START RECORDS TO PROCESS
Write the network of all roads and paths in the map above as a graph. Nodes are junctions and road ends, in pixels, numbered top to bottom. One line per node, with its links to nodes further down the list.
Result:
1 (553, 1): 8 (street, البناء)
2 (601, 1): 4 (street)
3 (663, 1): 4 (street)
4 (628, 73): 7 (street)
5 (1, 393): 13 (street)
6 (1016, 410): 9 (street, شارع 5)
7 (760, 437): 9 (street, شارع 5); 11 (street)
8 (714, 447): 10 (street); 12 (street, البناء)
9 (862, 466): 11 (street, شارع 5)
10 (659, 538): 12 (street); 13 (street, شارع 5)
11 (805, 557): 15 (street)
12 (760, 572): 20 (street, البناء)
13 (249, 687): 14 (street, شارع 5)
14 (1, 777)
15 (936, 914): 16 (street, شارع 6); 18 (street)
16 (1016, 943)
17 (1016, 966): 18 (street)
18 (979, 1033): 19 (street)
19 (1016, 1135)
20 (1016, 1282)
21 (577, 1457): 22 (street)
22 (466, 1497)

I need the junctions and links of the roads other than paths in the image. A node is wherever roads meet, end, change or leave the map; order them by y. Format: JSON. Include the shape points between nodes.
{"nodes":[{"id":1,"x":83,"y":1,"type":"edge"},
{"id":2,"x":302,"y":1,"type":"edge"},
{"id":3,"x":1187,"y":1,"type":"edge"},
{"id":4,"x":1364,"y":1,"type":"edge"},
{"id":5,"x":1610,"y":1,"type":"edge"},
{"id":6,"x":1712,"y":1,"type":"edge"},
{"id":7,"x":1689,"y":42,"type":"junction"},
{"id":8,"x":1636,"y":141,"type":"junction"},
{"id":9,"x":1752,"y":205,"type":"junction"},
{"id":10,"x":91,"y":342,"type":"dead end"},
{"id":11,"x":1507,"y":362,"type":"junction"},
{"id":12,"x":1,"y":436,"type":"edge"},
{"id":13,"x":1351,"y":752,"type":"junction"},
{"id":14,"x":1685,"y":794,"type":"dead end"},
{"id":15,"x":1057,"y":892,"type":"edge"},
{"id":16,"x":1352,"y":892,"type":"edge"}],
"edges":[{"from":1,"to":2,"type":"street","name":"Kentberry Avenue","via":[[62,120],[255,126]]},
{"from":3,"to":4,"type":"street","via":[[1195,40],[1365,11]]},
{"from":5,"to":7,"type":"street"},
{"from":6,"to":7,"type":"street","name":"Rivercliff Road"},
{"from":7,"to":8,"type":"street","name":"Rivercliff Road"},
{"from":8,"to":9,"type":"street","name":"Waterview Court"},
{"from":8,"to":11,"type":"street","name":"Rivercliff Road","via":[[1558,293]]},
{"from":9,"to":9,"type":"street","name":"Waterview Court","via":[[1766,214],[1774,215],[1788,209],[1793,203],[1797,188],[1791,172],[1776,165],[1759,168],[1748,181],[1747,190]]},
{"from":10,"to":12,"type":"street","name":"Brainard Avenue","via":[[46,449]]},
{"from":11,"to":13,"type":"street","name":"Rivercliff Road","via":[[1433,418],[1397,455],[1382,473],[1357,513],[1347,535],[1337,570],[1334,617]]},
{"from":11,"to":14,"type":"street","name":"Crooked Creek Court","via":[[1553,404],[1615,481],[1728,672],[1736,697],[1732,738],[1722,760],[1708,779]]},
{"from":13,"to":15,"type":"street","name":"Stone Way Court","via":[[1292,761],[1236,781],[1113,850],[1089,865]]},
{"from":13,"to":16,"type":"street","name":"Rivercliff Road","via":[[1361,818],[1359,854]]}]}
END RECORDS TO PROCESS
* _TASK GOAL_: Write out the entries above once more, without altering anything.

* _RESPONSE AREA_:
Write the network of all roads and paths in the map above as a graph. Nodes are junctions and road ends, in pixels, numbered top to bottom. One line per node, with its links to nodes further down the list.
Result:
1 (553, 1): 8 (street, البناء)
2 (601, 1): 4 (street)
3 (663, 1): 4 (street)
4 (628, 73): 7 (street)
5 (1, 393): 13 (street)
6 (1016, 410): 9 (street, شارع 5)
7 (760, 437): 9 (street, شارع 5); 11 (street)
8 (714, 447): 10 (street); 12 (street, البناء)
9 (862, 466): 11 (street, شارع 5)
10 (659, 538): 12 (street); 13 (street, شارع 5)
11 (805, 557): 15 (street)
12 (760, 572): 20 (street, البناء)
13 (249, 687): 14 (street, شارع 5)
14 (1, 777)
15 (936, 914): 16 (street, شارع 6); 18 (street)
16 (1016, 943)
17 (1016, 966): 18 (street)
18 (979, 1033): 19 (street)
19 (1016, 1135)
20 (1016, 1282)
21 (577, 1457): 22 (street)
22 (466, 1497)

I need the junctions and links of the roads other than paths in the image. A node is wherever roads meet, end, change or leave the map; order them by y. Format: JSON. Include the shape points between nodes.
{"nodes":[{"id":1,"x":83,"y":1,"type":"edge"},
{"id":2,"x":302,"y":1,"type":"edge"},
{"id":3,"x":1187,"y":1,"type":"edge"},
{"id":4,"x":1364,"y":1,"type":"edge"},
{"id":5,"x":1610,"y":1,"type":"edge"},
{"id":6,"x":1712,"y":1,"type":"edge"},
{"id":7,"x":1689,"y":42,"type":"junction"},
{"id":8,"x":1636,"y":141,"type":"junction"},
{"id":9,"x":1752,"y":205,"type":"junction"},
{"id":10,"x":91,"y":342,"type":"dead end"},
{"id":11,"x":1507,"y":362,"type":"junction"},
{"id":12,"x":1,"y":436,"type":"edge"},
{"id":13,"x":1351,"y":752,"type":"junction"},
{"id":14,"x":1685,"y":794,"type":"dead end"},
{"id":15,"x":1057,"y":892,"type":"edge"},
{"id":16,"x":1352,"y":892,"type":"edge"}],
"edges":[{"from":1,"to":2,"type":"street","name":"Kentberry Avenue","via":[[62,120],[255,126]]},
{"from":3,"to":4,"type":"street","via":[[1195,40],[1365,11]]},
{"from":5,"to":7,"type":"street"},
{"from":6,"to":7,"type":"street","name":"Rivercliff Road"},
{"from":7,"to":8,"type":"street","name":"Rivercliff Road"},
{"from":8,"to":9,"type":"street","name":"Waterview Court"},
{"from":8,"to":11,"type":"street","name":"Rivercliff Road","via":[[1558,293]]},
{"from":9,"to":9,"type":"street","name":"Waterview Court","via":[[1766,214],[1774,215],[1788,209],[1793,203],[1797,188],[1791,172],[1776,165],[1759,168],[1748,181],[1747,190]]},
{"from":10,"to":12,"type":"street","name":"Brainard Avenue","via":[[46,449]]},
{"from":11,"to":13,"type":"street","name":"Rivercliff Road","via":[[1433,418],[1397,455],[1382,473],[1357,513],[1347,535],[1337,570],[1334,617]]},
{"from":11,"to":14,"type":"street","name":"Crooked Creek Court","via":[[1553,404],[1615,481],[1728,672],[1736,697],[1732,738],[1722,760],[1708,779]]},
{"from":13,"to":15,"type":"street","name":"Stone Way Court","via":[[1292,761],[1236,781],[1113,850],[1089,865]]},
{"from":13,"to":16,"type":"street","name":"Rivercliff Road","via":[[1361,818],[1359,854]]}]}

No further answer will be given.